Annus horribilis, 2001 ? Pas tant que cela, si l'on en croit les études de France Pub et de l'Irep (Institut de recherche et d'études publicitaires), dont les résultats ont été communiqués le 14 mars dernier au Pavillon Gabriel, à Paris. À 28,252 milliards d'euros, les dépenses publicitaires des annonceurs n'ont baissé que de 0,2 % par rapport à une année 2000 assez exceptionnelle. Cette stabilité s'explique par la bonne tenue des activités hors-médias, qui ont progressé de 2,69 %, à 18,52 milliards d'euros.« Il s'agit certes de l'évolution la plus faible de ces dernières années,souligne Xavier Guillon, directeur des études de Comareg, auteur de l'étude de France Pub.Mais on peut encore parler de croissance. »

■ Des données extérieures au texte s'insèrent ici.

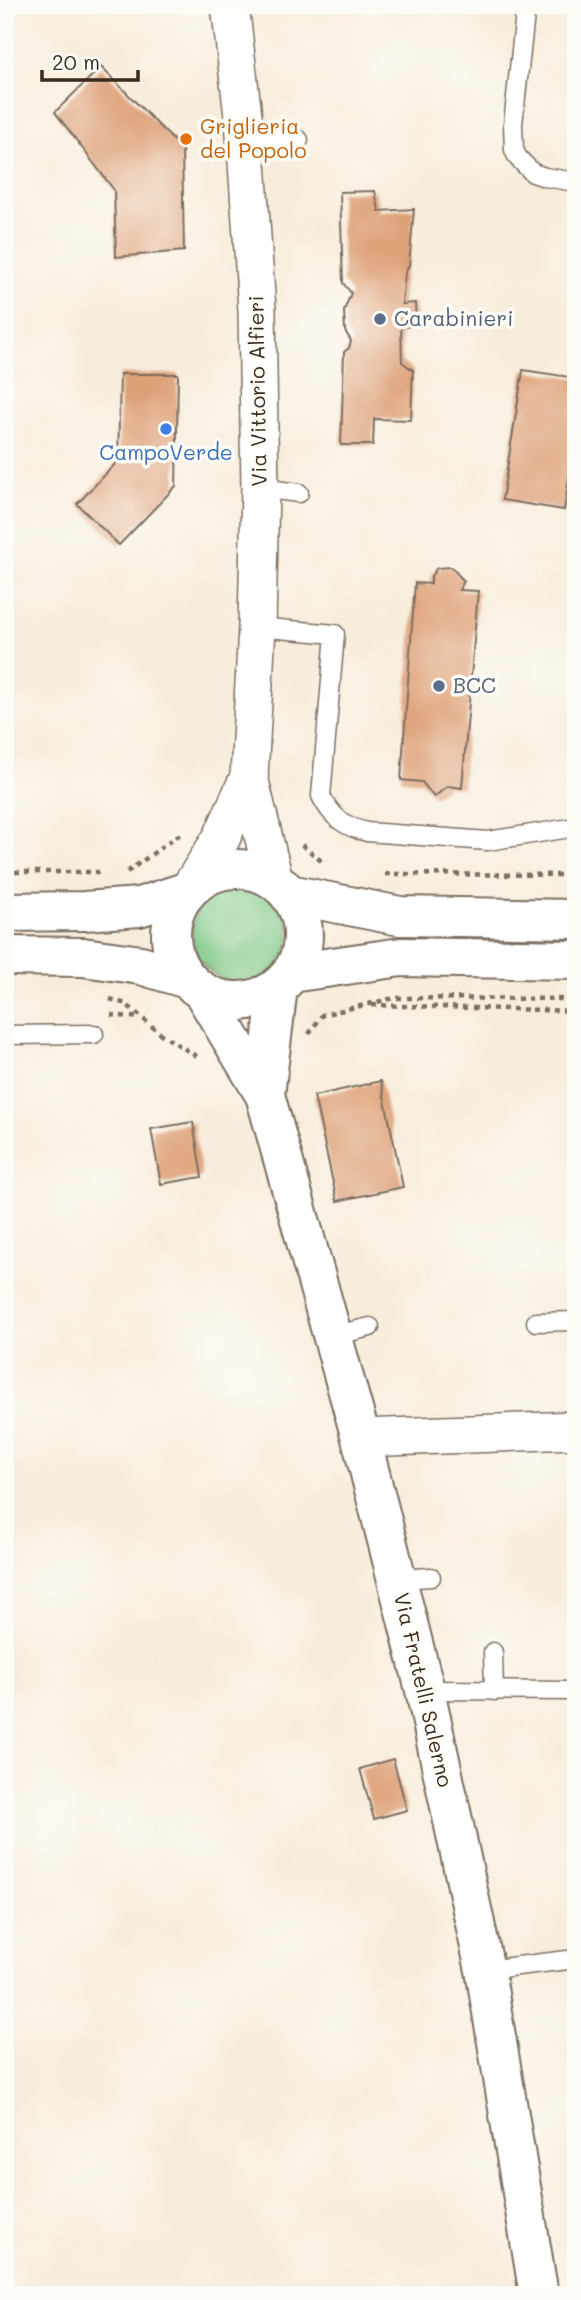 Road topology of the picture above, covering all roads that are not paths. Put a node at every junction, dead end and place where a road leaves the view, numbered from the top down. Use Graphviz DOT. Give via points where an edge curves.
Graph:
graph roads {
  1 [pos="230,5"];
  2 [pos="526,5"];
  3 [pos="245,133"];
  4 [pos="299,140"];
  5 [pos="576,182"];
  6 [pos="260,488"];
  7 [pos="299,492"];
  8 [pos="257,627"];
  9 [pos="249,777"];
  10 [pos="576,827"];
  11 [pos="281,887"];
  12 [pos="188,891"];
  13 [pos="5,912"];
  14 [pos="576,919"];
  15 [pos="5,957"];
  16 [pos="576,960"];
  17 [pos="285,980"];
  18 [pos="195,986"];
  19 [pos="94,1034"];
  20 [pos="5,1035"];
  21 [pos="265,1095"];
  22 [pos="576,1321"];
  23 [pos="536,1322"];
  24 [pos="370,1327"];
  25 [pos="333,1336"];
  26 [pos="576,1430"];
  27 [pos="361,1438"];
  28 [pos="493,1652"];
  29 [pos="425,1690"];
  30 [pos="494,1691"];
  31 [pos="576,1691"];
  32 [pos="576,1959"];
  33 [pos="485,1970"];
  34 [pos="539,2295"];
  1 -- 3 [label="street, Via Vittorio Alfieri"];
  2 -- 5 [label="lane" via="514,150 533,173"];
  3 -- 4 [label="lane"];
  3 -- 6 [label="street, Via Vittorio Alfieri" via="257,310"];
  6 -- 7 [label="lane"];
  6 -- 8 [label="street, Via Vittorio Alfieri"];
  8 -- 9 [label="street, Via Vittorio Alfieri"];
  8 -- 10 [label="lane" via="335,634 321,796 341,822 367,832 488,841"];
  9 -- 11 [label="street, Via Vittorio Alfieri"];
  9 -- 12 [label="street, Via Vittorio Alfieri" via="220,839"];
  11 -- 12 [label="street" via="256,872 236,869 218,871"];
  11 -- 14 [label="street" via="400,916"];
  11 -- 17 [label="street" via="300,913 303,935 300,957"];
  12 -- 13 [label="street" via="139,906"];
  12 -- 18 [label="street" via="177,906 171,943 175,961"];
  15 -- 18 [label="street" via="83,957 141,965"];
  16 -- 17 [label="street" via="401,957"];
  17 -- 18 [label="street" via="261,997 243,1001 223,1000"];
  17 -- 21 [label="street, Via Fratelli Salerno"];
  18 -- 21 [label="street, Via Fratelli Salerno"];
  19 -- 20 [label="lane"];
  21 -- 25 [label="street, Via Fratelli Salerno"];
  22 -- 23 [label="lane"];
  24 -- 25 [label="lane"];
  25 -- 27 [label="street, Via Fratelli Salerno"];
  26 -- 27 [label="street"];
  27 -- 29 [label="street, Via Fratelli Salerno" via="414,1578"];
  28 -- 30 [label="lane"];
  29 -- 30 [label="lane"];
  29 -- 33 [label="street, Via Fratelli Salerno"];
  30 -- 31 [label="lane"];
  32 -- 33 [label="lane"];
  33 -- 34 [label="street, Via Fratelli Salerno"];
}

Une telle performance permet de compenser en grande partie la baisse des recettes publicitaires nettes des grands médias. Selon l'Irep, celles-ci ont enregistré une baisse de 4,8 %, à 9,62 milliards d'euros. La palme revient au cinéma, qui abandonne 11,4 %, à 72 millions d'euros. La radio, de son côté, perd 8,5 %, à 654 millions d'euros, essentiellement à cause du marché national en baisse de 14,3 %. Le marché local, lui, progresse de 1,6 %, à 328 millions d'euros bruts.

Marchés divergents

Pour leur part, la télévision, l'affichage et la presse abandonnent respectivement 5,9 % (à 2,87 milliards d'euros), 3,9 % (à 1,13 milliard d'euros) et 3,8 % (à 4,90 milliards d'euros). Là encore, les évolutions de chacun des marchés sont très différentes : quand la presse quotidienne nationale perd 21 %, la presse quotidienne régionale cède 0,3 %, la presse magazine 2 % et la presse professionnelle 6,1 %. En revanche, la presse hebdomadaire régionale et la presse gratuite généraliste ont vu leurs recettes publicitaires gagner respectivement 2,9 % et 3 %.

Pour l'année 2002, Xavier Guillon se veut plutôt optimiste. Selon ses prévisions, qui s'appuient sur les déclarations des annonceurs et sur l'évolution des investissements des dix dernières années, l'année devrait s'achever sur une croissance de l'ordre de 2 %.